** Opening INFORMATION PROVIDED block **

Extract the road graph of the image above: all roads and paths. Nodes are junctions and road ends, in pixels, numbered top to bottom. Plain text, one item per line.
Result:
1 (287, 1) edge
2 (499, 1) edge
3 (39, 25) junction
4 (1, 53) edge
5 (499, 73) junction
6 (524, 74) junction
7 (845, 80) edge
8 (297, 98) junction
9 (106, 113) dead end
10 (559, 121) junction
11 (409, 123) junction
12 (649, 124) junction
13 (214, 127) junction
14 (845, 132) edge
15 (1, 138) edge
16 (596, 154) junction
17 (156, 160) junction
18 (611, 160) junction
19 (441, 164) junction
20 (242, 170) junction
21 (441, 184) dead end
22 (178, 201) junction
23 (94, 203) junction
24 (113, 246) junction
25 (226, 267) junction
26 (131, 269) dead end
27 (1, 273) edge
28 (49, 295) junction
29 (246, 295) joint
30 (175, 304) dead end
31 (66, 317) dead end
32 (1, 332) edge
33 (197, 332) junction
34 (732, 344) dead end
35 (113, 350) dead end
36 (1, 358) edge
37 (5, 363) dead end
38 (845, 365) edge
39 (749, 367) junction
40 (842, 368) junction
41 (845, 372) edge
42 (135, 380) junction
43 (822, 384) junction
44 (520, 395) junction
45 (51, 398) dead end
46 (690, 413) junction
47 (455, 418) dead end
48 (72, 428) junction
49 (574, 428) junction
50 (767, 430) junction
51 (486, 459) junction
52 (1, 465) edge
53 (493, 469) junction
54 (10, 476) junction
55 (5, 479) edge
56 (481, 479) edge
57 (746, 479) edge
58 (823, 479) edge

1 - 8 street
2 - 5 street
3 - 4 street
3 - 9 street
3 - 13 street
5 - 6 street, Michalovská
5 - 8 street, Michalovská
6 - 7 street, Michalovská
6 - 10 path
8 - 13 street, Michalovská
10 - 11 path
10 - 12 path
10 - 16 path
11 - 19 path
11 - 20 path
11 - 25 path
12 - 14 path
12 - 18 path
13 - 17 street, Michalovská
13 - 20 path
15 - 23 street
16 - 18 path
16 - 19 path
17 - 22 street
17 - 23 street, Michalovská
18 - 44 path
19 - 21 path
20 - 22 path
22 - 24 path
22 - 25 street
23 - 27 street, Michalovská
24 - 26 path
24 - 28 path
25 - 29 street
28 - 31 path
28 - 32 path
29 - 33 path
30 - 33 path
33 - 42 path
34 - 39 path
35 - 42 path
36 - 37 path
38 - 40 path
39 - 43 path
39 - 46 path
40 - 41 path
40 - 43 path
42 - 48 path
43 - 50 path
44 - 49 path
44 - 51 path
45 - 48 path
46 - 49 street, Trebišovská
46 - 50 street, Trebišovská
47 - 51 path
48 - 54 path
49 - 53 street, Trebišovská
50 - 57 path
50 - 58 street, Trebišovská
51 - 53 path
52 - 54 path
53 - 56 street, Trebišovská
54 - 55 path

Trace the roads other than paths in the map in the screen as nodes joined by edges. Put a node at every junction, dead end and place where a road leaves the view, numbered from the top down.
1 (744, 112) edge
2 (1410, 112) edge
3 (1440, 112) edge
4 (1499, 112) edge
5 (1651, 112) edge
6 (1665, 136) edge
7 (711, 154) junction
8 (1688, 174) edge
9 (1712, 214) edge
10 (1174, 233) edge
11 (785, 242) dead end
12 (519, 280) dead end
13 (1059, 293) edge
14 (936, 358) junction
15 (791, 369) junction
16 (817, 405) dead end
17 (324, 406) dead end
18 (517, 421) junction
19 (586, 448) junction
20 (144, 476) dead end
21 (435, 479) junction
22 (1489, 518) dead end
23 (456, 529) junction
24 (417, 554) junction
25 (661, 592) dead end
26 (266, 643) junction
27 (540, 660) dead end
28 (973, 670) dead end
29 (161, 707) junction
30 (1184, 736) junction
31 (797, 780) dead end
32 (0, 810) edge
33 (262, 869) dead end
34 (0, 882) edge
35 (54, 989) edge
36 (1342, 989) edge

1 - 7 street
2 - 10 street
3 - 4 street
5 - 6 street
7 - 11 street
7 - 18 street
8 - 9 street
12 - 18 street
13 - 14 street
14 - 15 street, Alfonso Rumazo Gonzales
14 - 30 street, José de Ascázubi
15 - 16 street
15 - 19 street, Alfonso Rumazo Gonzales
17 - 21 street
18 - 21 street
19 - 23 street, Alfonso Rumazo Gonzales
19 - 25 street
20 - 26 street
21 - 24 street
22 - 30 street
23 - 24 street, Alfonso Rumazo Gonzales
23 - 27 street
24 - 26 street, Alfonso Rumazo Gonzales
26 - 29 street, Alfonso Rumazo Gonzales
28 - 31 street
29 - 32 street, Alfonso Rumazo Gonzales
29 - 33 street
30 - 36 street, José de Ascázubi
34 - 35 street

** Closing INFORMATION PROVIDED block **

**TASK GOAL:** Reproduce the records exactly as they appear.

**RESULT OF THE TASK:**
Extract the road graph of the image above: all roads and paths. Nodes are junctions and road ends, in pixels, numbered top to bottom. Plain text, one item per line.
Result:
1 (287, 1) edge
2 (499, 1) edge
3 (39, 25) junction
4 (1, 53) edge
5 (499, 73) junction
6 (524, 74) junction
7 (845, 80) edge
8 (297, 98) junction
9 (106, 113) dead end
10 (559, 121) junction
11 (409, 123) junction
12 (649, 124) junction
13 (214, 127) junction
14 (845, 132) edge
15 (1, 138) edge
16 (596, 154) junction
17 (156, 160) junction
18 (611, 160) junction
19 (441, 164) junction
20 (242, 170) junction
21 (441, 184) dead end
22 (178, 201) junction
23 (94, 203) junction
24 (113, 246) junction
25 (226, 267) junction
26 (131, 269) dead end
27 (1, 273) edge
28 (49, 295) junction
29 (246, 295) joint
30 (175, 304) dead end
31 (66, 317) dead end
32 (1, 332) edge
33 (197, 332) junction
34 (732, 344) dead end
35 (113, 350) dead end
36 (1, 358) edge
37 (5, 363) dead end
38 (845, 365) edge
39 (749, 367) junction
40 (842, 368) junction
41 (845, 372) edge
42 (135, 380) junction
43 (822, 384) junction
44 (520, 395) junction
45 (51, 398) dead end
46 (690, 413) junction
47 (455, 418) dead end
48 (72, 428) junction
49 (574, 428) junction
50 (767, 430) junction
51 (486, 459) junction
52 (1, 465) edge
53 (493, 469) junction
54 (10, 476) junction
55 (5, 479) edge
56 (481, 479) edge
57 (746, 479) edge
58 (823, 479) edge

1 - 8 street
2 - 5 street
3 - 4 street
3 - 9 street
3 - 13 street
5 - 6 street, Michalovská
5 - 8 street, Michalovská
6 - 7 street, Michalovská
6 - 10 path
8 - 13 street, Michalovská
10 - 11 path
10 - 12 path
10 - 16 path
11 - 19 path
11 - 20 path
11 - 25 path
12 - 14 path
12 - 18 path
13 - 17 street, Michalovská
13 - 20 path
15 - 23 street
16 - 18 path
16 - 19 path
17 - 22 street
17 - 23 street, Michalovská
18 - 44 path
19 - 21 path
20 - 22 path
22 - 24 path
22 - 25 street
23 - 27 street, Michalovská
24 - 26 path
24 - 28 path
25 - 29 street
28 - 31 path
28 - 32 path
29 - 33 path
30 - 33 path
33 - 42 path
34 - 39 path
35 - 42 path
36 - 37 path
38 - 40 path
39 - 43 path
39 - 46 path
40 - 41 path
40 - 43 path
42 - 48 path
43 - 50 path
44 - 49 path
44 - 51 path
45 - 48 path
46 - 49 street, Trebišovská
46 - 50 street, Trebišovská
47 - 51 path
48 - 54 path
49 - 53 street, Trebišovská
50 - 57 path
50 - 58 street, Trebišovská
51 - 53 path
52 - 54 path
53 - 56 street, Trebišovská
54 - 55 path

Trace the roads other than paths in the map in the screen as nodes joined by edges. Put a node at every junction, dead end and place where a road leaves the view, numbered from the top down.
1 (744, 112) edge
2 (1410, 112) edge
3 (1440, 112) edge
4 (1499, 112) edge
5 (1651, 112) edge
6 (1665, 136) edge
7 (711, 154) junction
8 (1688, 174) edge
9 (1712, 214) edge
10 (1174, 233) edge
11 (785, 242) dead end
12 (519, 280) dead end
13 (1059, 293) edge
14 (936, 358) junction
15 (791, 369) junction
16 (817, 405) dead end
17 (324, 406) dead end
18 (517, 421) junction
19 (586, 448) junction
20 (144, 476) dead end
21 (435, 479) junction
22 (1489, 518) dead end
23 (456, 529) junction
24 (417, 554) junction
25 (661, 592) dead end
26 (266, 643) junction
27 (540, 660) dead end
28 (973, 670) dead end
29 (161, 707) junction
30 (1184, 736) junction
31 (797, 780) dead end
32 (0, 810) edge
33 (262, 869) dead end
34 (0, 882) edge
35 (54, 989) edge
36 (1342, 989) edge

1 - 7 street
2 - 10 street
3 - 4 street
5 - 6 street
7 - 11 street
7 - 18 street
8 - 9 street
12 - 18 street
13 - 14 street
14 - 15 street, Alfonso Rumazo Gonzales
14 - 30 street, José de Ascázubi
15 - 16 street
15 - 19 street, Alfonso Rumazo Gonzales
17 - 21 street
18 - 21 street
19 - 23 street, Alfonso Rumazo Gonzales
19 - 25 street
20 - 26 street
21 - 24 street
22 - 30 street
23 - 24 street, Alfonso Rumazo Gonzales
23 - 27 street
24 - 26 street, Alfonso Rumazo Gonzales
26 - 29 street, Alfonso Rumazo Gonzales
28 - 31 street
29 - 32 street, Alfonso Rumazo Gonzales
29 - 33 street
30 - 36 street, José de Ascázubi
34 - 35 street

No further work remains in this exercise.